Grave fears are held for Father Suganob and a dozen of his parishioners who were abducted from a church as they said prayers.

The military has warned there would be "collateral damage" as they deployed SF-260 close-air-support planes to back attack helicopters.

The death toll has soared above 100 with dozens wounded.

More than 20 of the dead are believed to be civilians.

Military spokesmen said fighting alongside the militants are prisoners they freed from the city's two jails last week and an unknown number of foreign fighters.

Their weapons include arms seized when the militants rampaged through the city of 200,000, which is now largely deserted, with decaying bodies seen in streets.

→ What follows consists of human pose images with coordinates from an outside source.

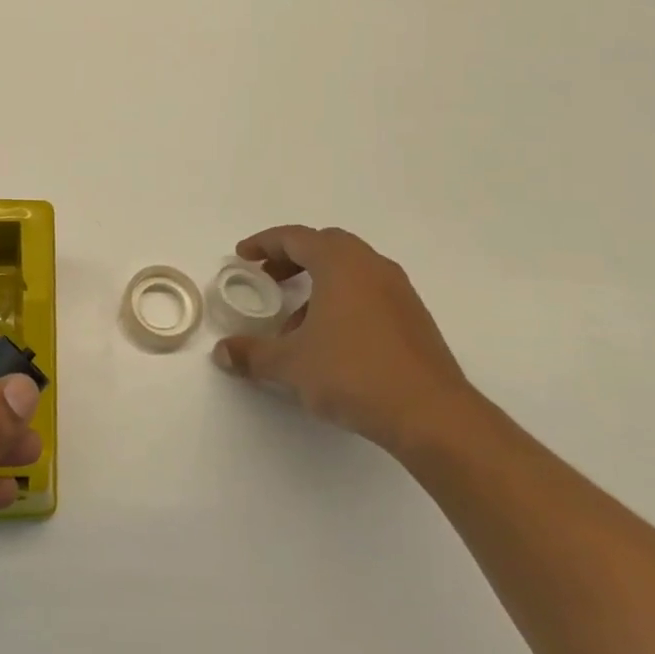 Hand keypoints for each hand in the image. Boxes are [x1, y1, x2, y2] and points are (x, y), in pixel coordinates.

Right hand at [213, 225, 475, 453]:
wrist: (432, 415)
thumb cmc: (353, 373)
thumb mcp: (291, 365)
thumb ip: (253, 354)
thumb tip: (222, 353)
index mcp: (341, 264)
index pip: (296, 238)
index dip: (264, 243)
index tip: (243, 256)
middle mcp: (372, 267)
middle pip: (326, 246)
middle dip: (292, 258)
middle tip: (269, 279)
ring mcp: (399, 292)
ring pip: (350, 271)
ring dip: (318, 284)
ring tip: (294, 322)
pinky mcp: (414, 319)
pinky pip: (369, 294)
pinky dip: (342, 302)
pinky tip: (329, 342)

Philippine president Rodrigo Duterte, who has declared martial law across Mindanao, ruled out negotiating with the militants, calling them terrorists.

"They are trying to correct the way of living for everybody," he said.

"They do it by killing people, invoking the name of God and that is a very terrible ideology." 

There are unconfirmed reports that Hapilon, who was wounded in January, remains holed up in Marawi.

He is on Washington's most wanted list with a US$5 million ($6.7 million) bounty on his head.